Task details
Run through the records and show each line that includes the string "PageUsesTransparency".

Entries supplied

____

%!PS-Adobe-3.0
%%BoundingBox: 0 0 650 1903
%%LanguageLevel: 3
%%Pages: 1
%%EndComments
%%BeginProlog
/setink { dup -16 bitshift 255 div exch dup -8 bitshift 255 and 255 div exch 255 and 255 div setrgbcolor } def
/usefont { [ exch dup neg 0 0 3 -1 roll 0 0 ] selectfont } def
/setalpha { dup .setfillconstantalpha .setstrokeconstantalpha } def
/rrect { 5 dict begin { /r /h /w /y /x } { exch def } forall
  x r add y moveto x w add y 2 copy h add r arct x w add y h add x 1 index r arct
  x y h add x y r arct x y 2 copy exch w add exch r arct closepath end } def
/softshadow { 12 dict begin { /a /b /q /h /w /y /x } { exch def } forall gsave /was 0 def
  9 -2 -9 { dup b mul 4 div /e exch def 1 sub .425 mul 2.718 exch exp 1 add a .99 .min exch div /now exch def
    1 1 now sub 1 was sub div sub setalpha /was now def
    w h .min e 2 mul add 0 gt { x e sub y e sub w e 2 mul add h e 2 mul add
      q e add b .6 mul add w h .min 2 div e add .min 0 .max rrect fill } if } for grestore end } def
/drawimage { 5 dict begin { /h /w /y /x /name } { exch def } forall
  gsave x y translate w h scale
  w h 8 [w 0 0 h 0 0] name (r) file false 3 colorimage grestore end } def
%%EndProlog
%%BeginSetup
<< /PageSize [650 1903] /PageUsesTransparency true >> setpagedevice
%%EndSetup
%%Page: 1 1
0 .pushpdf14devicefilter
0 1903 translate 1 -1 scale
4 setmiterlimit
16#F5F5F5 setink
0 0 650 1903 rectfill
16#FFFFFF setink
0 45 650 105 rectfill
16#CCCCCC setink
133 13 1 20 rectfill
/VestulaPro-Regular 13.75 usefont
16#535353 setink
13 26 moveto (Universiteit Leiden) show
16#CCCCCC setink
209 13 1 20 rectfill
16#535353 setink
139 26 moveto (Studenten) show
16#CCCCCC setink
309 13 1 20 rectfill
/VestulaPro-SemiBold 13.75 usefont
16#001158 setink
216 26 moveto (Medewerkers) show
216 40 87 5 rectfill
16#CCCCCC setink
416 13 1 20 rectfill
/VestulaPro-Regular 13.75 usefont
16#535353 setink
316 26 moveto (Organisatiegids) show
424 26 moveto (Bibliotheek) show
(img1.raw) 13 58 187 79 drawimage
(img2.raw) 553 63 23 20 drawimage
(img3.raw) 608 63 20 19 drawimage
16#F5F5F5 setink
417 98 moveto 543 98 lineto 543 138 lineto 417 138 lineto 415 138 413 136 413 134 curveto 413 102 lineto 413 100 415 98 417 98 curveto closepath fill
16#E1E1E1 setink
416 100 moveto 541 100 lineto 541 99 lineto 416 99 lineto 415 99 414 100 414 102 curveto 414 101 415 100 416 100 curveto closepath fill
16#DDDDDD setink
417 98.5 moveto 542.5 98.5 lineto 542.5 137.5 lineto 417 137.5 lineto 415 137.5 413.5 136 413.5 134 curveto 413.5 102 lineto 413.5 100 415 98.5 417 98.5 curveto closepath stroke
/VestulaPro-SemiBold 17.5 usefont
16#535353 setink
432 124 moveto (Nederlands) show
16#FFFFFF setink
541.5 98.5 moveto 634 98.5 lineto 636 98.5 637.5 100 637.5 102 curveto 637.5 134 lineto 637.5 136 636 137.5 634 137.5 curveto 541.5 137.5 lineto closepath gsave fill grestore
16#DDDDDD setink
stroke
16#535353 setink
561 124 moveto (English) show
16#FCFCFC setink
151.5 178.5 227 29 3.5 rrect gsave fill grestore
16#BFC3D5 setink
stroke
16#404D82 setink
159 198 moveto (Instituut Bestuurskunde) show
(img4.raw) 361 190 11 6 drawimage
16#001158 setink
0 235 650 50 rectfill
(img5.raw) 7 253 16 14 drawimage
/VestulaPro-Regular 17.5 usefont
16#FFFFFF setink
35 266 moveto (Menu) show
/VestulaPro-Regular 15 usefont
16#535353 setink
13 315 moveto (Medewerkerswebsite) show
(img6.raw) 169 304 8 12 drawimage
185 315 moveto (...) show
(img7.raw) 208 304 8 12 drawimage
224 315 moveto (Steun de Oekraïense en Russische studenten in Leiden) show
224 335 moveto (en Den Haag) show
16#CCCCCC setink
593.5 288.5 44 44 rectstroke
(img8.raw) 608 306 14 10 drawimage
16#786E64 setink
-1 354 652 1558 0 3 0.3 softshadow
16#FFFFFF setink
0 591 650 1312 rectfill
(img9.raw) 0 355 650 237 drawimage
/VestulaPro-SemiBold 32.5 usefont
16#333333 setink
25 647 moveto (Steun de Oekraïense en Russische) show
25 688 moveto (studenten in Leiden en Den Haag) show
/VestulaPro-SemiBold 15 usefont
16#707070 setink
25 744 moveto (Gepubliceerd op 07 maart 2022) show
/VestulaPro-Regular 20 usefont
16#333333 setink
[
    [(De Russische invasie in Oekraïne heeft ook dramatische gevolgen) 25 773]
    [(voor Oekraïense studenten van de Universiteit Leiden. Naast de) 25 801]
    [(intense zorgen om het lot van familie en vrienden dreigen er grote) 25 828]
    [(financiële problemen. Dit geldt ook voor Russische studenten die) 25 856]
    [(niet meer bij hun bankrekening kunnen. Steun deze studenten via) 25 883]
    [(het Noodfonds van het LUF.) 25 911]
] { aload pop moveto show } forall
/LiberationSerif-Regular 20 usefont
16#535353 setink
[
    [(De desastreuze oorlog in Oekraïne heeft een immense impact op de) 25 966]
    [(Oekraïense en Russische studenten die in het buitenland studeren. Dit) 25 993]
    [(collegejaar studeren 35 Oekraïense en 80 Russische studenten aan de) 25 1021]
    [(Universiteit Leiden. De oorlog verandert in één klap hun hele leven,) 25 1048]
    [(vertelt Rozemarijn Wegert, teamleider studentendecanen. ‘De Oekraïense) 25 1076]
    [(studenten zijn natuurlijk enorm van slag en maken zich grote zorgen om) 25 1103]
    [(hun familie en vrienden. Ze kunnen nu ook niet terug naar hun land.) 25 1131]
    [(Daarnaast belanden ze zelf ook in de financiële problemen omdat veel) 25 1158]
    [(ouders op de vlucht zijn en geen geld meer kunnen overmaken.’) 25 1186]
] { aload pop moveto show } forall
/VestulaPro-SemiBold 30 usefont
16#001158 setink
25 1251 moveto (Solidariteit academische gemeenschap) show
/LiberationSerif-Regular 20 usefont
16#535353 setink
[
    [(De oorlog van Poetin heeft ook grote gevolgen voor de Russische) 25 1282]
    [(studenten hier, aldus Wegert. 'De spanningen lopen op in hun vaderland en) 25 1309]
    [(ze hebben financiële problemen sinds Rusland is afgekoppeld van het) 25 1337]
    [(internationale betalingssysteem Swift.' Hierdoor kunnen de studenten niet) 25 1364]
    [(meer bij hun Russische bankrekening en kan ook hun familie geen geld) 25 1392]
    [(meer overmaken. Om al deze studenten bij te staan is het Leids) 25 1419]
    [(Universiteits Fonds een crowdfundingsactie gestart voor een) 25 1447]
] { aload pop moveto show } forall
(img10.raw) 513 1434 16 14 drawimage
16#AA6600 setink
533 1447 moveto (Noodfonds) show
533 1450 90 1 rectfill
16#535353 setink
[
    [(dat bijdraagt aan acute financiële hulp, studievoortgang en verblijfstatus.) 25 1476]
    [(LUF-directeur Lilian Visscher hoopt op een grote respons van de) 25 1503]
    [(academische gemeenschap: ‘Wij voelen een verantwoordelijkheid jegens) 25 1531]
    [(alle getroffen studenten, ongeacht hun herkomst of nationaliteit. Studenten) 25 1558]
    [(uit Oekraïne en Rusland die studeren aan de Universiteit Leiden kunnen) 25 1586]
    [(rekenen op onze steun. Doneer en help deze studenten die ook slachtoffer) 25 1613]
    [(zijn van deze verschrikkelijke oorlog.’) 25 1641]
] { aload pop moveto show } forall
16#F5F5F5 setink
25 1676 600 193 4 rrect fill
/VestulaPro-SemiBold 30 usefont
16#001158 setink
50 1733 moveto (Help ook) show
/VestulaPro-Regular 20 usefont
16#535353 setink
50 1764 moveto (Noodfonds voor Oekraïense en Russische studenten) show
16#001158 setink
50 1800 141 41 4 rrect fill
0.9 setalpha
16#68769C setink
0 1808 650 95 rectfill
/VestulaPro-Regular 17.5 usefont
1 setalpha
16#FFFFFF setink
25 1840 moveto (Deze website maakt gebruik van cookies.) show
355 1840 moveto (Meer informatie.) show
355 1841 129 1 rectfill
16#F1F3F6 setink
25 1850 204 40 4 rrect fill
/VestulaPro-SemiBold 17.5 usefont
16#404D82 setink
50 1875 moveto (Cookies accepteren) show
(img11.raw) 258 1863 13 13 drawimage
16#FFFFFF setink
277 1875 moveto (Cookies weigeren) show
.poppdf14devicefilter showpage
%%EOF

____

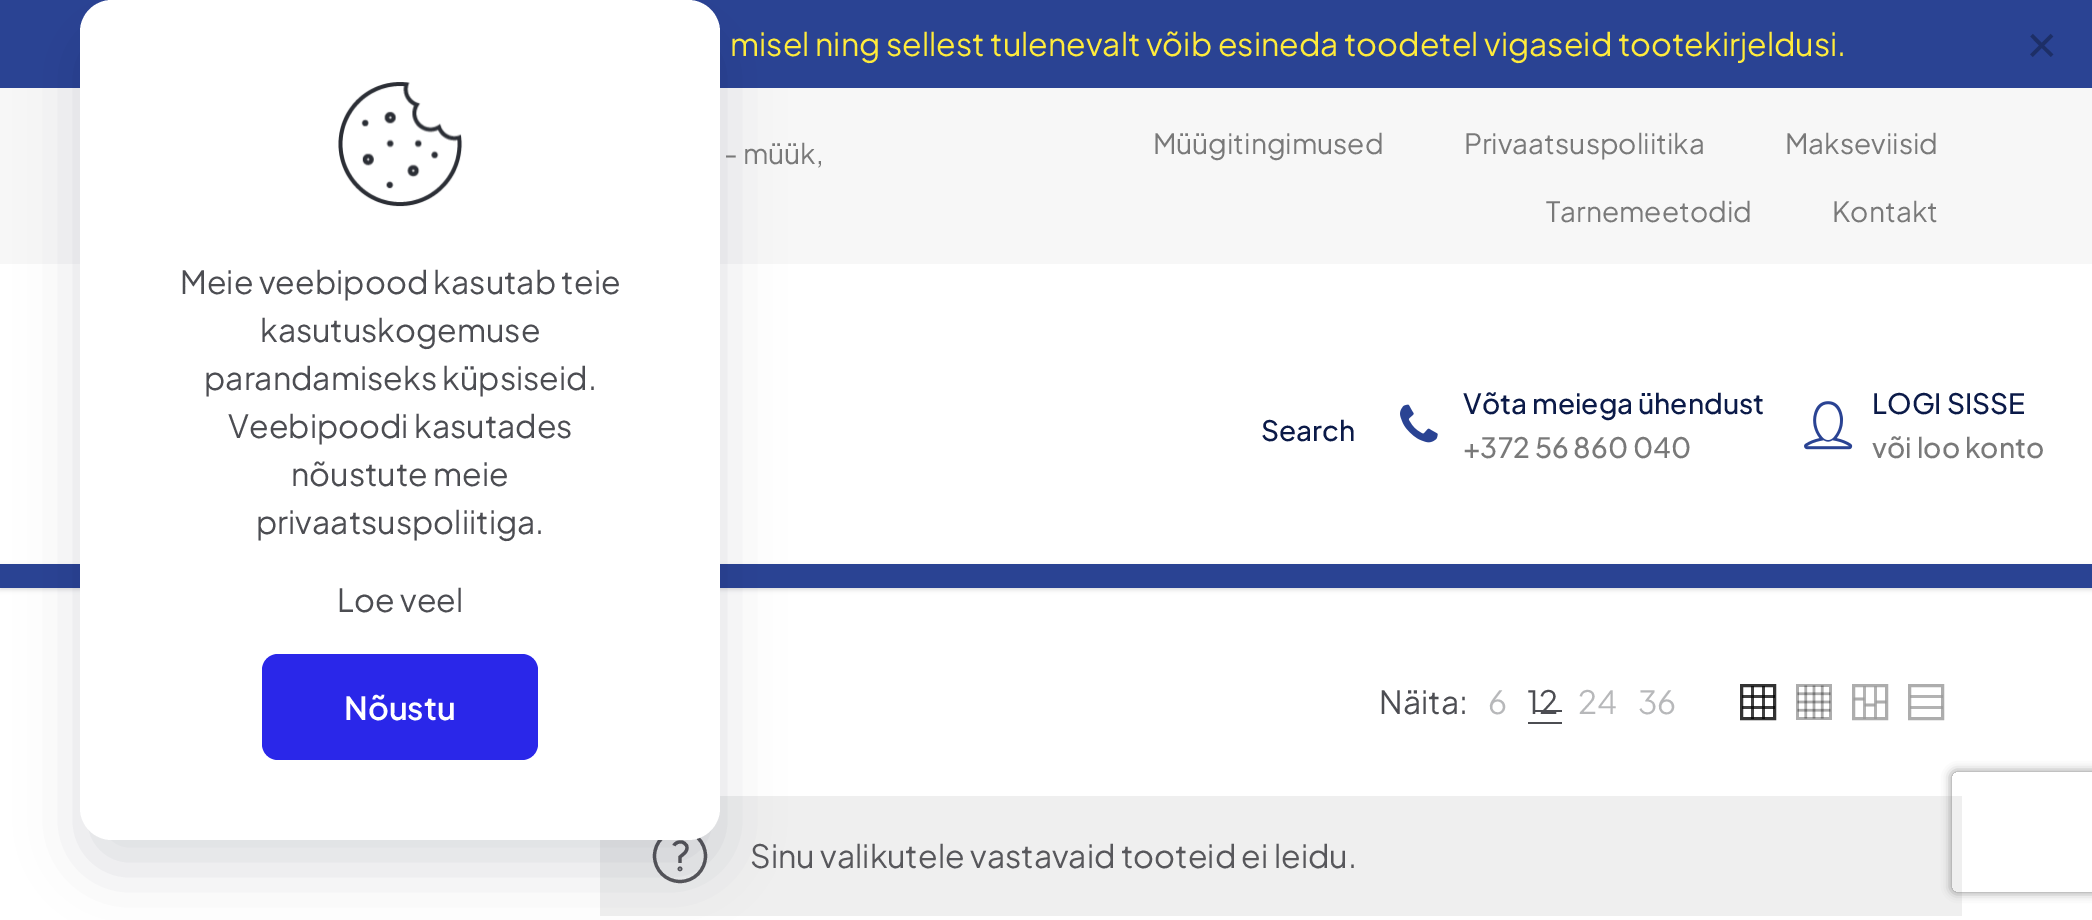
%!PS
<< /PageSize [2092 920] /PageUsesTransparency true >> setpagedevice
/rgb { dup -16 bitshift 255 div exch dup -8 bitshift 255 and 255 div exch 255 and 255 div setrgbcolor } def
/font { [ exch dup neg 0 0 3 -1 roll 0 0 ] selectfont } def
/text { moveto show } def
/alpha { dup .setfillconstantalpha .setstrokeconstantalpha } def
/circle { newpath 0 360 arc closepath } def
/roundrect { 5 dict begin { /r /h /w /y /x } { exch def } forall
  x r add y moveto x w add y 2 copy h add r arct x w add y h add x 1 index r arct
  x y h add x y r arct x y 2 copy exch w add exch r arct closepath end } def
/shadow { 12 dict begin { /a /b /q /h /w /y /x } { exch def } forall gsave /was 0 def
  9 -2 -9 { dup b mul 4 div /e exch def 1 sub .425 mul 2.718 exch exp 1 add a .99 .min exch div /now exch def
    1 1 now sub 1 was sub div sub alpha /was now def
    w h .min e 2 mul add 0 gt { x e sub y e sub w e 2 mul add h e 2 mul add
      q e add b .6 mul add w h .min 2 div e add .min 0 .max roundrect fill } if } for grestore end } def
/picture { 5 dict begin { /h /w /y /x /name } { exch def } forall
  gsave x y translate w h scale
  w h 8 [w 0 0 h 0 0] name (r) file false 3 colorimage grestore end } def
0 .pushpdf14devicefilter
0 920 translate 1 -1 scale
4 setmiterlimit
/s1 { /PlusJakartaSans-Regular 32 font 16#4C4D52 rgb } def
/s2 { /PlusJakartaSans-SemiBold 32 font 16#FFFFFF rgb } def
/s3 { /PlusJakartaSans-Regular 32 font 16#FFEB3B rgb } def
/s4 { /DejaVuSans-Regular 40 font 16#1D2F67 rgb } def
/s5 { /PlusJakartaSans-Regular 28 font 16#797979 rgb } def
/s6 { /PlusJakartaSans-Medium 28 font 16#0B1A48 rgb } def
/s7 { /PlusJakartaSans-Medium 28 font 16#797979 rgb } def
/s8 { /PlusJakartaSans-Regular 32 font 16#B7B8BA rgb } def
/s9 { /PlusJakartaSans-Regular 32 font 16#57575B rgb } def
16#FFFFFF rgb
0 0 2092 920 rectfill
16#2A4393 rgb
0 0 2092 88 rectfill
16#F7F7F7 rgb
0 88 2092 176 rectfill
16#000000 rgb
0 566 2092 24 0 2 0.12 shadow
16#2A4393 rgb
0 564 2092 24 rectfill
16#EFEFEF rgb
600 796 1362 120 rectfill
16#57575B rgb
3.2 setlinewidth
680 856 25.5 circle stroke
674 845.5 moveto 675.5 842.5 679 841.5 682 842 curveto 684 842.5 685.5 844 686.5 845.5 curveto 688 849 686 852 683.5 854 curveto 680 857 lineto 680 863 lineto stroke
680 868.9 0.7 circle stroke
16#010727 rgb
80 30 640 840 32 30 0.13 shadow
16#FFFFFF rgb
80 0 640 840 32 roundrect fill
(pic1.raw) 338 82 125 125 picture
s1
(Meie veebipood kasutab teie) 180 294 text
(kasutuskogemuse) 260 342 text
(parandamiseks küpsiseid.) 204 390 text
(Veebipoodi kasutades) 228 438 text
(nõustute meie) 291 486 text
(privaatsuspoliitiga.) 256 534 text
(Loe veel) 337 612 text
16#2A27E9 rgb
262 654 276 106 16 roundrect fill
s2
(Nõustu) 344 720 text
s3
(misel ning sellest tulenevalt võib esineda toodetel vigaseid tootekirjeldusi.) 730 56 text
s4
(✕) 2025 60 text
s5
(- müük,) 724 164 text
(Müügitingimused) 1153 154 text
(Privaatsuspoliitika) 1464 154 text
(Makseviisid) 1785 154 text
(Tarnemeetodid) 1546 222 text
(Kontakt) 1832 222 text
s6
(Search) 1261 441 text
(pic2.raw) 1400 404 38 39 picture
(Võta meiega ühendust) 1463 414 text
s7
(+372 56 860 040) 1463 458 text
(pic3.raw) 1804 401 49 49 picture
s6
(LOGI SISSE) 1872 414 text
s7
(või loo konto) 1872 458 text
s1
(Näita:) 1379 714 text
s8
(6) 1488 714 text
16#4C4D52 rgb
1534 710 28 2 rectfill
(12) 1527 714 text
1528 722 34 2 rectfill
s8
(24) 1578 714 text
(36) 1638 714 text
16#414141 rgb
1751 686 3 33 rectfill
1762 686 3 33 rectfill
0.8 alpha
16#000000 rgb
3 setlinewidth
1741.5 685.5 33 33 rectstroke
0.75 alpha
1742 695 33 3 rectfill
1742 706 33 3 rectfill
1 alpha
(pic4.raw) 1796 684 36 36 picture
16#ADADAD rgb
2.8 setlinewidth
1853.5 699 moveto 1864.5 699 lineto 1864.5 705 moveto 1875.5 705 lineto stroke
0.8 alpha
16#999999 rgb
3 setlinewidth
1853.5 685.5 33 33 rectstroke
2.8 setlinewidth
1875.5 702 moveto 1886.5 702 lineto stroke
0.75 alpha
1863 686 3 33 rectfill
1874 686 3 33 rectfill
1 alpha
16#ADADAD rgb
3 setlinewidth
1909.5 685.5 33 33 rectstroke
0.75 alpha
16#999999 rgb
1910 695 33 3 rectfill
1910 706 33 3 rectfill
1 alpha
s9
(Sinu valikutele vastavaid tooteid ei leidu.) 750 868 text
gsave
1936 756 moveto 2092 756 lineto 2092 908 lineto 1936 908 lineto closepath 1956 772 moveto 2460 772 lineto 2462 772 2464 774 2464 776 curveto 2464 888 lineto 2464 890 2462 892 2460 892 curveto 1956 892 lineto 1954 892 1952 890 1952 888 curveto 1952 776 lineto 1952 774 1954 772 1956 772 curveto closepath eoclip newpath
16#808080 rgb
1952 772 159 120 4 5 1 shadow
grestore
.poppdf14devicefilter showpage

____

Solution for this problem
<< /PageSize [650 1903] /PageUsesTransparency true >> setpagedevice
<< /PageSize [2092 920] /PageUsesTransparency true >> setpagedevice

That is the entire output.